Commode François Linke
D’après la commode initialement prévue pour la chambre de Marie-Antoinette au château de Compiègne par Joseph Stöckel (1743-1802), ébéniste et Guillaume Benneman (1750-1811), ébéniste.
Exceptionnelle commode à vantaux en acajou, placage d’acajou et riche ornementation de bronzes ciselés dorés, reposant sur quatre pieds fuselés et montants cannelés et rudentés, ouvrant par trois tiroirs en ceinture centrés d’un mufle de lion entouré de rinceaux à volutes surmontant deux portes montées d’une plaque en biscuit de Wedgwood représentant une scène à l’antique, une jeune femme et deux prétendants, ouvrant sur une étagère réglable. Les côtés décorés présentant en pendant deux médaillons en biscuit de Wedgwood, à gauche « Les trois grâces » et à droite « Cupidon réunissant les prétendants ». Dessus de marbre fleur de pêcher. Signée sur la moulure de bronze, colonne latérale droite : « F. LINKE », monogrammé FL et numéroté 904 au dos des bronzes ainsi qu’à l’intérieur des serrures « Ct Linke, Serrurerie, Paris » et 904, les plaques en porcelaines portent la marque Wedgwood au revers, clé à trèfle.
Paris, vers 1900.
Cette commode de François Linke, inspirée par la somptueuse paire de commodes à vantaux de Guillaume Benneman, créée initialement pour la chambre de Marie-Antoinette au château de Compiègne, puis finalement placée dans son Salon des jeux à Fontainebleau pour épouser un formidable décor néoclassique aux panneaux muraux peints de délicates arabesques résume parfaitement le goût de la fin du XIXème siècle pour le XVIIIème siècle et l’Ancien Régime. Ses montures finement ciselées de rinceaux à volutes et plaques de porcelaines raffinées rappellent les originaux du XVIIIème siècle, tandis que sa taille, légèrement réduite, et son intérieur modifié, pouvant accueillir des étagères plutôt que des tiroirs comme sur l’originale de Benneman, donnent une nouvelle fonctionnalité à la célèbre commode faite pour la reine de France.
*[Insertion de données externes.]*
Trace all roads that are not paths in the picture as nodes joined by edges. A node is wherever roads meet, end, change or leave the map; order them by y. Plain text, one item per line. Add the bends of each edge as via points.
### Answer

La clientèle de François Linke avait sans doute compris l’importance de ce modèle en s’empressant de meubler ses grandes demeures dans un style rappelant les chambres de Fontainebleau. Pour la clientèle du XIXème siècle, Marie-Antoinette était l’une des figures les plus emblématiques de l’Ancien Régime, les grands de ce monde souhaitaient meubler leurs demeures dans un style rappelant la chambre de Fontainebleau. François Linke créa ainsi la commode, dite à la Reine, d’une taille légèrement inférieure à l’originale de Fontainebleau, correspondant mieux aux intérieurs modernes des années 1900.
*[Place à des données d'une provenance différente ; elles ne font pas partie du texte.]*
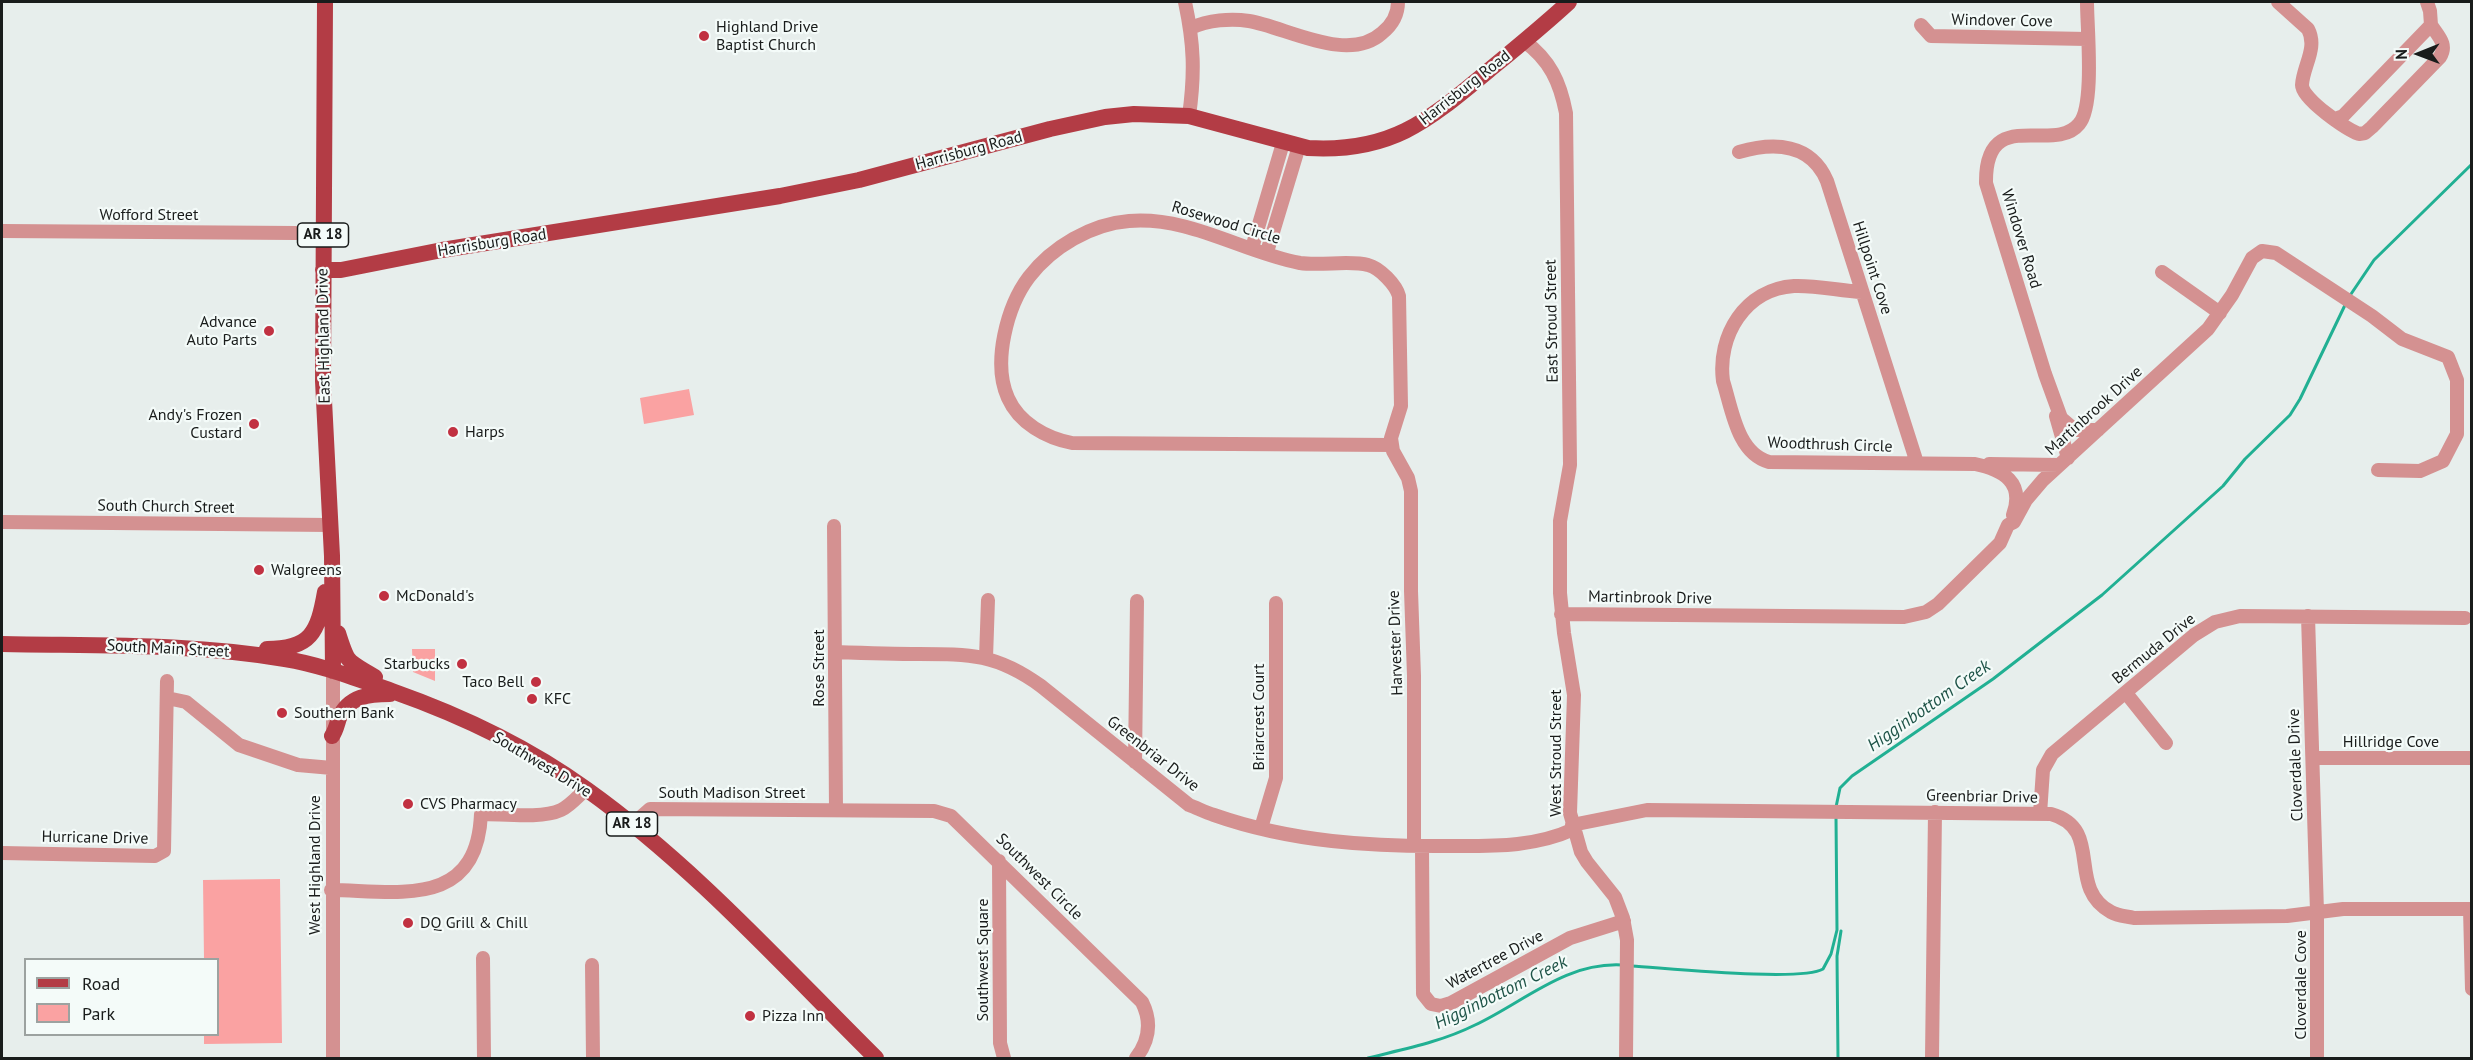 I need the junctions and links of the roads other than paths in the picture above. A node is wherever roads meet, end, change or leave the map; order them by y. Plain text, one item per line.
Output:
1 (325, 2) edge
2 (1185, 2) edge
3 (1398, 2) edge
4 (1569, 2) edge
5 (2087, 2) edge
6 (2278, 2) edge
7 (2427, 2) edge
8 (1921, 25) dead end
9 (2431, 25) junction
10 (1191, 28) junction
11 (2087, 39) junction
12 (1524, 41) junction
13 (1189, 116) junction
14 (2335, 118) junction
15 (1291, 145) junction
16 (1739, 152) dead end
17 (2, 231) edge
18 (296, 233) dead end
19 (1252, 248) junction
20 (1267, 252) junction
21 (323, 270) junction
22 (2162, 272) dead end
23 (1863, 292) junction
24 (2220, 313) junction
25 (2045, 374) junction
26 (2098, 430) junction
27 (1392, 445) junction
28 (2063, 461) junction
29 (1917, 463) junction
30 (1975, 464) junction
31 (2378, 470) dead end
32 (2, 522) edge
33 (330, 525) junction
34 (2008, 525) junction
35 (834, 526) dead end
36 (332, 556) junction
37 (988, 600) dead end
38 (1137, 601) dead end
39 (1276, 603) dead end
40 (1561, 614) junction
41 (332, 615) junction
42 (2308, 616) junction
43 (2465, 618) dead end
44 (2, 644) edge
45 (177, 647) junction
46 (835, 652) junction
47 (986, 658) junction
48 (333, 671) junction
49 (167, 681) dead end
50 (2126, 693) junction
51 (401, 694) junction
52 (167, 698) junction
53 (332, 736) junction
54 (2166, 743) dead end
55 (2313, 758) junction
56 (2470, 758) dead end
57 (1135, 762) junction
58 (332, 768) junction
59 (586, 789) junction
60 (836, 810) junction
61 (1935, 813) junction
62 (2040, 814) junction
63 (633, 824) junction
64 (1573, 827) junction
65 (1261, 828) junction
66 (1418, 846) junction
67 (2, 853) edge
68 (999, 861) junction
69 (331, 890) junction
70 (2471, 909) edge
71 (2317, 912) junction
72 (1623, 921) junction
73 (483, 958) dead end
74 (592, 965) dead end
75 (2472, 989) edge
76 (333, 1059) edge
77 (483, 1059) edge
78 (593, 1059) edge
79 (876, 1059) edge
80 (1004, 1059) edge
81 (1136, 1059) edge
82 (1626, 1059) edge
83 (1932, 1059) edge
84 (2317, 1059) edge

1 - 21 main road, East Highland Drive / AR 18
2 - 10 street
3 - 10 street
4 - 12 main road, Harrisburg Road
5 - 11 street, Windover Road
6 - 14 street
7 - 9 street
8 - 11 street, Windover Cove
9 - 14 street
9 - 14 street
10 - 13 street
11 - 25 street, Windover Road
12 - 15 main road, Harrisburg Road
12 - 40 street, East Stroud Street
13 - 15 main road, Harrisburg Road
13 - 21 main road, Harrisburg Road
15 - 19 street
15 - 20 street
16 - 23 street, Hillpoint Cove
17 - 18 street, Wofford Street
19 - 20 street, Rosewood Circle
19 - 27 street, Rosewood Circle
20 - 27 street, Rosewood Circle
21 - 33 main road, East Highland Drive / AR 18
22 - 24 street
23 - 29 street, Hillpoint Cove
23 - 29 street, Woodthrush Circle
24 - 26 street, Martinbrook Drive
24 - 31 street, Martinbrook Drive
25 - 26 street, Windover Road
25 - 28 street, Windover Road
26 - 28 street, Martinbrook Drive
27 - 66 street, Harvester Drive
28 - 30 street, Woodthrush Circle
28 - 34 street, Martinbrook Drive
29 - 30 street, Woodthrush Circle
30 - 34 street, Woodthrush Circle
32 - 33 street, South Church Street
33 - 36 main road, East Highland Drive / AR 18
34 - 40 street, Martinbrook Drive
35 - 46 street, Rose Street
36 - 41 main road, East Highland Drive / AR 18
36 - 45 main road
37 - 47 street
38 - 57 street
39 - 65 street, Briarcrest Court
40 - 64 street, West Stroud Street
41 - 48 main road, East Highland Drive / AR 18
41 - 51 main road
42 - 43 street, Bermuda Drive
42 - 50 street, Bermuda Drive
42 - 55 street, Cloverdale Drive
44 - 45 main road, South Main Street
45 - 48 main road, South Main Street
46 - 47 street, Greenbriar Drive
46 - 60 street, Rose Street
47 - 57 street, Greenbriar Drive
48 - 51 main road, Southwest Drive / AR 18
48 - 53 street, West Highland Drive
49 - 52 street
50 - 54 street
50 - 62 street, Bermuda Drive
51 - 53 main road
51 - 59 main road, Southwest Drive / AR 18
52 - 58 street
52 - 67 street, Hurricane Drive
53 - 58 street, West Highland Drive
55 - 56 street, Hillridge Cove
55 - 71 street, Cloverdale Drive
57 - 65 street, Greenbriar Drive
58 - 69 street, West Highland Drive
59 - 63 main road, Southwest Drive / AR 18
59 - 69 street
60 - 63 street, South Madison Street
60 - 68 street, Southwest Circle
61 - 62 street, Greenbriar Drive
61 - 64 street, Greenbriar Drive
61 - 83 street
62 - 71 street, Greenbriar Drive
63 - 79 main road, Southwest Drive / AR 18
64 - 66 street, Greenbriar Drive
64 - 72 street, West Stroud Street
65 - 66 street, Greenbriar Drive
66 - 72 street, Watertree Drive
68 - 80 street, Southwest Square
68 - 81 street, Southwest Circle
69 - 76 street, West Highland Drive
70 - 71 street, Greenbriar Drive
70 - 75 street
71 - 84 street, Cloverdale Cove
72 - 82 street, West Stroud Street
73 - 77 street
74 - 78 street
Guillaume Benneman était l’un des créateurs préférés de Marie-Antoinette. Il a créé de splendides meubles durant les dernières années de l’Ancien Régime pour le Château de Versailles, le Palais des Tuileries et le Château Saint-Cloud pour des clients prestigieux dont Louis XVI, Marie-Antoinette et le comte de Provence. Comme beaucoup de créateurs au XVIIIe siècle, ses œuvres sont le fruit d’une collaboration artistique, et ses confrères incluent des bronziers Thomire, Ravrio et Feuchère. La paire de commodes qu’il a créée pour Marie-Antoinette, l’inspiration pour le lot actuel, faisait partie d’une série de huit qui ont finalement été transformées par un processus complexe et coûteux d’un groupe de quatre commencé par Joseph Stöckel. La paire de Fontainebleau était à l’origine destinée à la chambre de Marie-Antoinette au Château de Compiègne, puis placée dans son salon des jeux au Château de Fontainebleau, une splendide salle de design néo-classique superlatif aux panneaux muraux peints d’arabesques délicates.